Au moment où vous lirez ces lignes, la Russie
aura envahi l’Ukraine. Enfin, c’est ce que le Commandant suprême allié de
l’Organisation du Traité de l’Atlantique Nord, le général de l’US Air Force
Philip Breedlove vient de prophétiser. Super-Breedlove dit que les Russes sont «
prêts à y aller » et pourraient facilement prendre le contrôle de l’Est de
l’Ukraine. Les grands médias occidentaux ont déjà dépoussiéré leurs gilets en
kevlar.
Maintenant, comparez Super-Breedlove avec un
diplomate adulte, le ministre russe des Affaires étrangères Sergueï Lavrov, qui
a appelé l’OTAN à SVP désamorcer la rhétorique belliciste «déraisonnable», qui
comprend également un terme officiellement mis à toute coopération civile et
militaire avec la Russie et la planification de nouveaux pas militaires en
Europe de l’Est.
Pendant que l’OTAN – raccourci pour Division
européenne du Pentagone – pète les plombs, notamment par le biais de son
secrétaire général sortant, le fada danois Anders Fogh Rasmussen, voyons où on
en est réellement sur le terrain, sur la base de fuites à la fois de l’entourage
de Lavrov et du secrétaire d’État US John Kerry camps.
Le cœur de la question – obscurci par un
arc-en-ciel d’hystérie -, c’est que ni Washington ni Moscou ne
veulent que l’Ukraine devienne une plaie purulente. Moscou a dit à Washington,
officiellement, qu’elle n’a pas l’intention d’ « envahir » l’Ukraine.

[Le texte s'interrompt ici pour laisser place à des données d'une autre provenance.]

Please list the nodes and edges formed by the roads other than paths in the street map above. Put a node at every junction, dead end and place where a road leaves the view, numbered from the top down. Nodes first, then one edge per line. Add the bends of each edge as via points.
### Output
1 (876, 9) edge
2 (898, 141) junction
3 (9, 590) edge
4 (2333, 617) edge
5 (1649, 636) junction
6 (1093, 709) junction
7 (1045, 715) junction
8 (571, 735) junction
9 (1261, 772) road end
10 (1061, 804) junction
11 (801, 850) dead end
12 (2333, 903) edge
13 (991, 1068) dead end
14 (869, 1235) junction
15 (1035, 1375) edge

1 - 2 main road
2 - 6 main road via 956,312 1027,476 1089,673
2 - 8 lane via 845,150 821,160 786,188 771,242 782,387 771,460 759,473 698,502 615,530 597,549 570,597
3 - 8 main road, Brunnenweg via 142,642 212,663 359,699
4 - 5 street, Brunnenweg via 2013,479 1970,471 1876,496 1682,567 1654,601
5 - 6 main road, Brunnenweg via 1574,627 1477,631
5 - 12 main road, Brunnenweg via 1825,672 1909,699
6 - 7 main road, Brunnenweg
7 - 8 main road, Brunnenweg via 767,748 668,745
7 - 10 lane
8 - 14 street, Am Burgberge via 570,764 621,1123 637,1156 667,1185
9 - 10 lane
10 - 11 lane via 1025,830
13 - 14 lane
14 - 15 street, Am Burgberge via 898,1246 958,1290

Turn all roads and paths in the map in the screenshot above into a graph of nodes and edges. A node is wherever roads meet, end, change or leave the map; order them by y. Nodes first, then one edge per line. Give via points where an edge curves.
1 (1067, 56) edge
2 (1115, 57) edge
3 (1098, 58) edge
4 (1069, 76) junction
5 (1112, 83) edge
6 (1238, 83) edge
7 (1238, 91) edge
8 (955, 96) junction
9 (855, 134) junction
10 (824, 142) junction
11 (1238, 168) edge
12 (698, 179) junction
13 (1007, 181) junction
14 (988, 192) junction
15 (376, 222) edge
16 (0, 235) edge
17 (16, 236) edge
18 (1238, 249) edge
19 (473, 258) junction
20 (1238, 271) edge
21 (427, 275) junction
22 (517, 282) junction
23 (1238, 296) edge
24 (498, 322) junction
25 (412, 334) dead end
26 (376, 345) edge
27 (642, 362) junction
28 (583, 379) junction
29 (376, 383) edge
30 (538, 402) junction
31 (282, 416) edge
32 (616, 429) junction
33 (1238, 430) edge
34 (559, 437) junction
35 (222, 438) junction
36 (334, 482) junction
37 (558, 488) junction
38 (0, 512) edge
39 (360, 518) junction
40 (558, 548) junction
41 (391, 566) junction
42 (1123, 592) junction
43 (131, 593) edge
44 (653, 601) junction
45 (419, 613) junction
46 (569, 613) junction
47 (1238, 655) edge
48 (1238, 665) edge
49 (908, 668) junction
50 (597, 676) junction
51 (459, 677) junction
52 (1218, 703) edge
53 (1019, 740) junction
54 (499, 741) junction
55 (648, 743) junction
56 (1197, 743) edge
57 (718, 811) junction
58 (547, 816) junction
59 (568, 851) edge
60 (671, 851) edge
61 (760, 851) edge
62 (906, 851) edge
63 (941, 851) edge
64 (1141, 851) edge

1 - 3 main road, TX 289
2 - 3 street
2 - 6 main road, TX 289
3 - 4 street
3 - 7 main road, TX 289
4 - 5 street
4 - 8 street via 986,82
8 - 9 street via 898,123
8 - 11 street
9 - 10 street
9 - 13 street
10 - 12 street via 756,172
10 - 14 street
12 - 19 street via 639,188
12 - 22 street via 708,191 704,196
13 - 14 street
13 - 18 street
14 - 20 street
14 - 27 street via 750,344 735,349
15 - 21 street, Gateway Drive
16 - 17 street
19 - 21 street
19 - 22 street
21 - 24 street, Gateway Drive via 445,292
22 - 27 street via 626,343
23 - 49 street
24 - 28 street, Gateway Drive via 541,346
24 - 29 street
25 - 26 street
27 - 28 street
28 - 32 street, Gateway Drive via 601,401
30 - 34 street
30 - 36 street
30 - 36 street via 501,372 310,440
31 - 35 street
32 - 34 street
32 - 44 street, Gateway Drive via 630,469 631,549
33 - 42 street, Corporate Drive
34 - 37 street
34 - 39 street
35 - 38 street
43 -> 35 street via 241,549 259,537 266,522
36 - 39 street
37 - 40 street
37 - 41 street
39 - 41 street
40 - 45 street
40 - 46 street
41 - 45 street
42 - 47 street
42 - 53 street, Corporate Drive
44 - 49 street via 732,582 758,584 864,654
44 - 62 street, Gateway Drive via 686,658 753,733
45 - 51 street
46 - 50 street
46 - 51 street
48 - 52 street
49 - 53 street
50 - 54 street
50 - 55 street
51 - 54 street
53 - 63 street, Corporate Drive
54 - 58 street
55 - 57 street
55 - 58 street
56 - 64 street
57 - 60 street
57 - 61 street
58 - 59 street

Et
Washington a dit à Moscou qu’en dépit de toute la rhétorique démentielle, elle
ne veut élargir l’OTAN ni à l’Ukraine ni à la Géorgie.
Quelles que soient les actions de Washington,
elles ne seront pas de nature à convaincre le Kremlin que le putsch à Kiev n’a
pas été orchestré en grande partie par des hommes de main alliés au Kaghanat*
des Nulands – alias la secrétaire d’État adjointe Victoria Nuland. Dans le même
temps, le Kremlin sait que le temps est de son côté – donc il serait totalement
contre-productif ne serait-ce que d’envisager «l’invasion» de l’Est de
l’Ukraine.
Additionnez le barouf à coups de coups bas
vicieux entre les factions douteuses à Kiev, des fascistes à Sainte Youlia
« Tuez tous les Russes » Timochenko, la décision de Gazprom d’augmenter le prix du gaz naturel de 80 % et le
Fonds monétaire international sur le point de déclencher un méchant ajustement
structurel qui fera ressembler la Grèce à Cendrillon jouant dans un jardin de
roses, et tout ce que Moscou a besoin de faire est de s’asseoir, se détendre et
observer le carnage (interne).
Il en va de même pour les pays baltes – qui, à en
croire l’hystérie de l’OTAN, pourraient être envahis la semaine prochaine. Comme
les pays baltes font partie de l’OTAN, alors là, oui, les Robocops de Bruxelles
devraient péter les plombs. Pourtant, seuls des néo-cons ignorants/arrogants
dûment estampillés peuvent croire que Moscou serait prête à rompre ses complexes
relations politico-commerciales avec l’Europe – notamment l’Allemagne – en
risquant une guerre chaude dans les pays baltes. Les Allemands ne veulent pas
non plus d’une guerre, ni chaude ni froide. Même dans le cas très peu probable
que cela arrive, que ferait donc notre OTAN macho macho sous les ordres du
Pentagone ? Elle envahirait le territoire russe ?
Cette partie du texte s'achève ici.